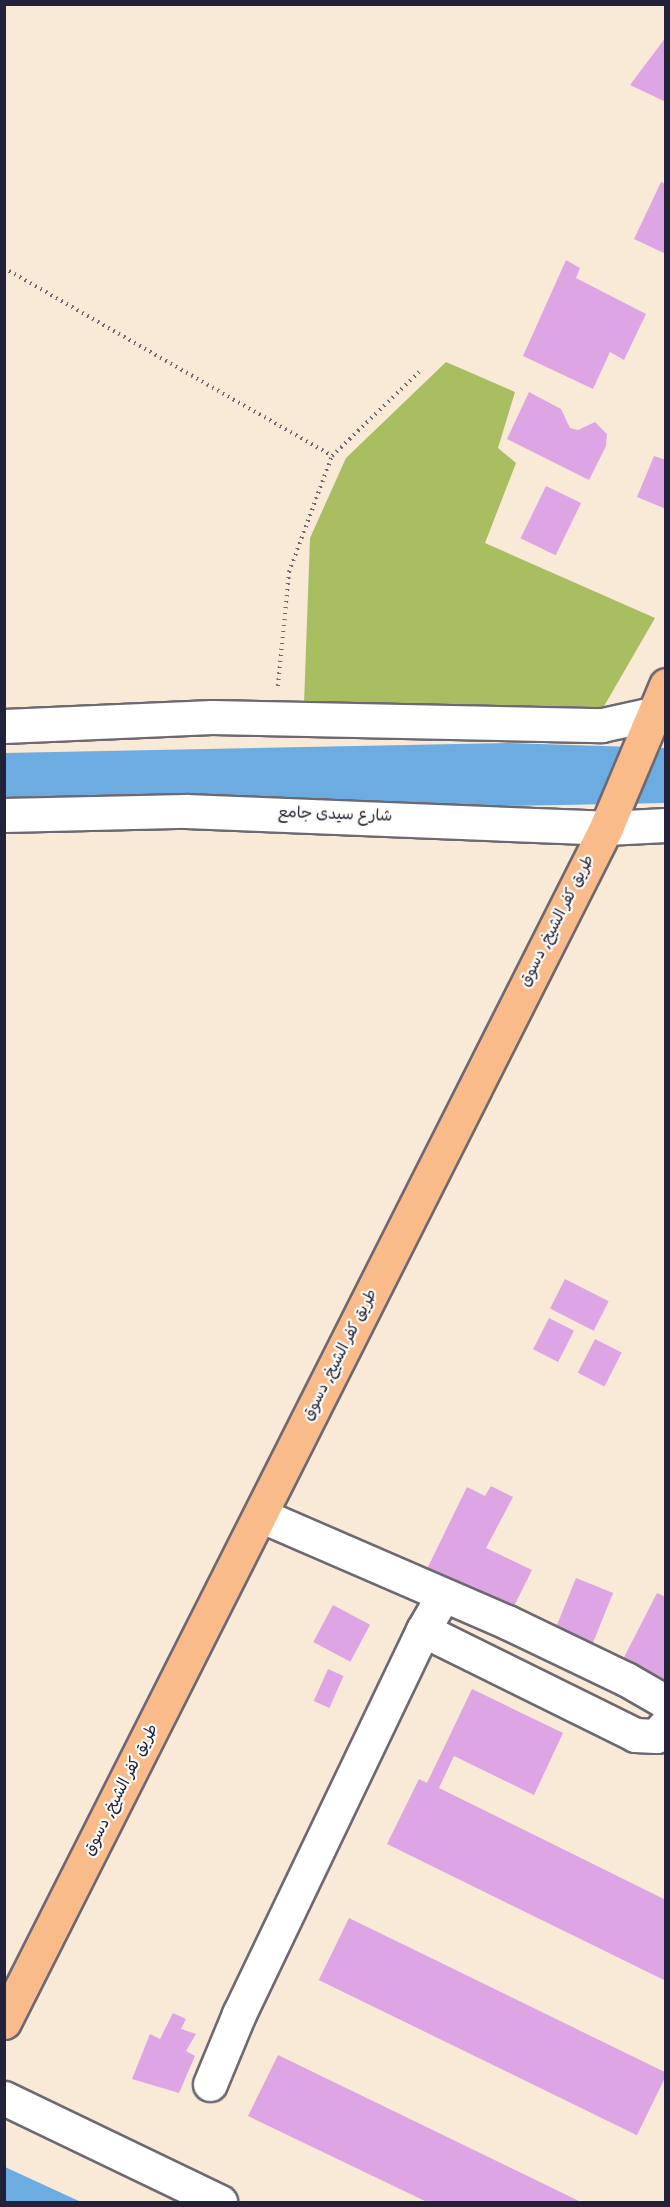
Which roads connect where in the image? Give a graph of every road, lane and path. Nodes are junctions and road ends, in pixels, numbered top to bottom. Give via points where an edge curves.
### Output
1 (4, 268) edge
2 (418, 372) dead end
3 (332, 456) junction
4 (662, 702) edge
5 (274, 718) junction
6 (4, 726) edge
7 (4, 815) edge
8 (666, 825) edge
9 (606, 828) junction
10 (262, 1516) junction
11 (442, 1596) junction
12 (423, 1630) junction
13 (666, 1702) edge
14 (666, 1724) edge
15 (4, 2022) edge
16 (210, 2084) dead end
17 (4, 2098) edge
18 (220, 2202) edge

1 - 3 path
2 - 3 path
3 - 5 path via 289,572
4 - 5 street via 602,725
4 - 9 main road, طريق كفر الشيخ, دسوق
5 - 6 street via 150,718
7 - 9 street, شارع سيدى جامع via 186,811
8 - 9 street, شارع سيدى جامع
9 - 10 main road, طريق كفر الشيخ, دسوق
10 - 11 street
10 - 15 main road, طريق كفر الشيخ, دسوق
11 - 12 street
11 - 13 street via 537,1636
12 - 14 street via 636,1736 656,1736
12 - 16 street via 239,2014
17 - 18 street

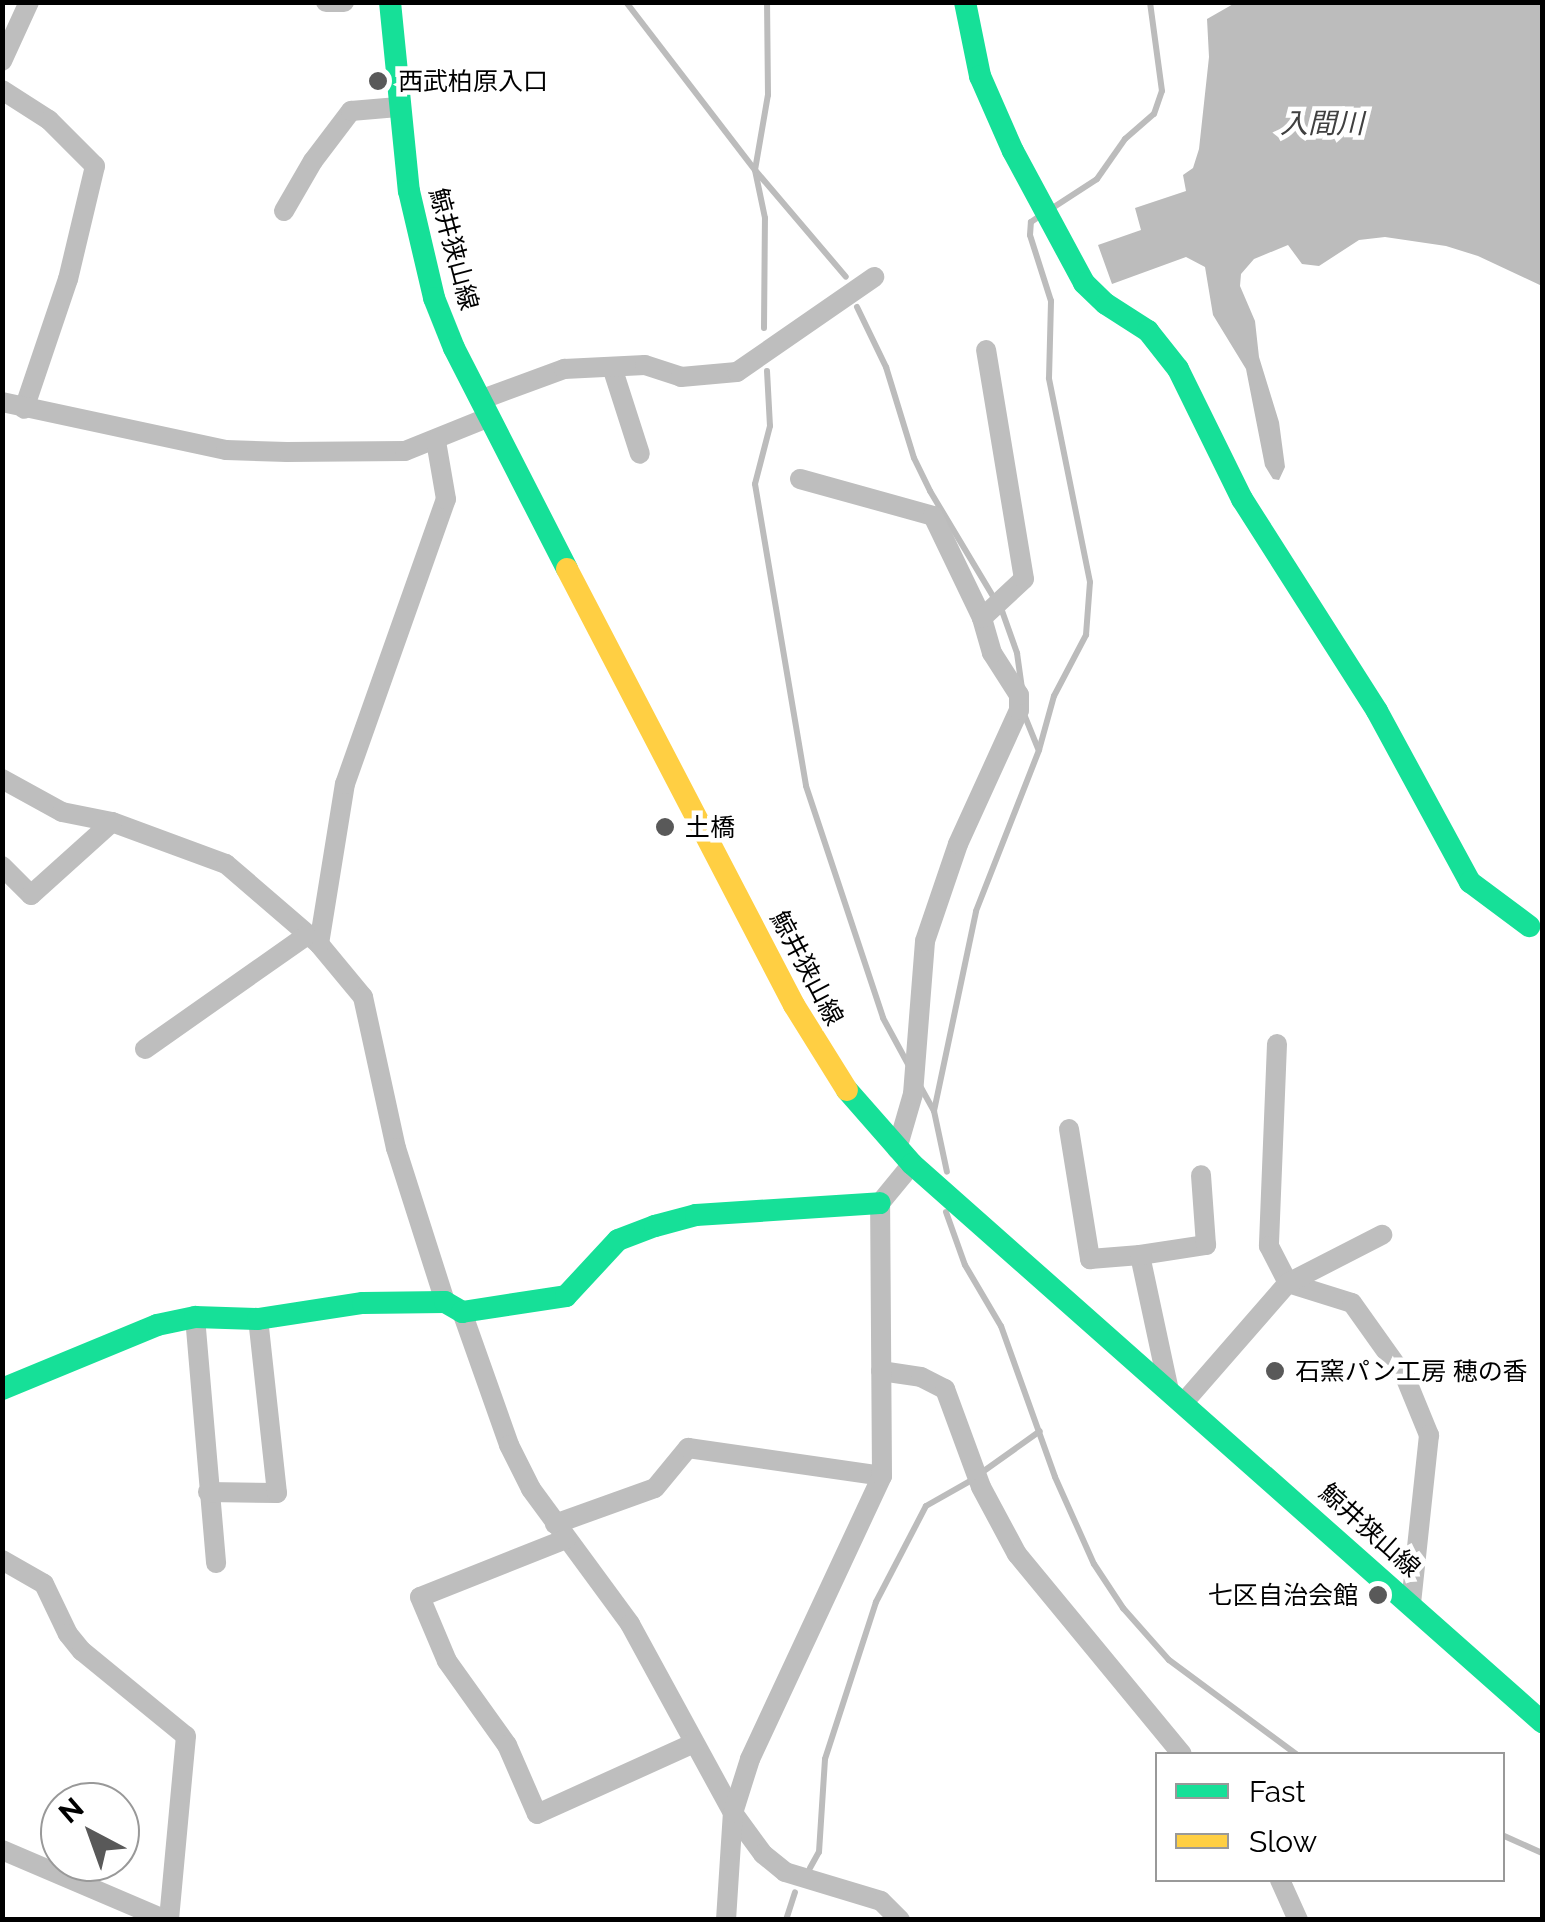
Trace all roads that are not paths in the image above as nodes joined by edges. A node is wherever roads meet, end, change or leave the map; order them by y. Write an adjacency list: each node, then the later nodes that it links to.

**Task statement**
Without copying any picture, write out the entries exactly.

**Solution**
Which roads connect where in the image? Give a graph of every road, lane and path. Nodes are junctions and road ends, in pixels, numbered top to bottom. Give via points where an edge curves.
### Output
1 (4, 268) edge
2 (418, 372) dead end
3 (332, 456) junction
4 (662, 702) edge
5 (274, 718) junction
6 (4, 726) edge
7 (4, 815) edge
8 (666, 825) edge
9 (606, 828) junction
10 (262, 1516) junction
11 (442, 1596) junction
12 (423, 1630) junction
13 (666, 1702) edge
14 (666, 1724) edge
15 (4, 2022) edge
16 (210, 2084) dead end
17 (4, 2098) edge
18 (220, 2202) edge

1 - 3 path
2 - 3 path
3 - 5 path via 289,572
4 - 5 street via 602,725
4 - 9 main road, طريق كفر الشيخ, دسوق
5 - 6 street via 150,718
7 - 9 street, شارع سيدى جامع via 186,811
8 - 9 street, شارع سيدى جامع
9 - 10 main road, طريق كفر الشيخ, دسوق
10 - 11 street
10 - 15 main road, طريق كفر الشيخ, دسوق
11 - 12 street
11 - 13 street via 537,1636
12 - 14 street via 636,1736 656,1736
12 - 16 street via 239,2014
17 - 18 street

Trace all roads that are not paths in the image above as nodes joined by edges. A node is wherever roads meet, end, change or leave the map; order them by y. Write an adjacency list: each node, then the later nodes that it links to.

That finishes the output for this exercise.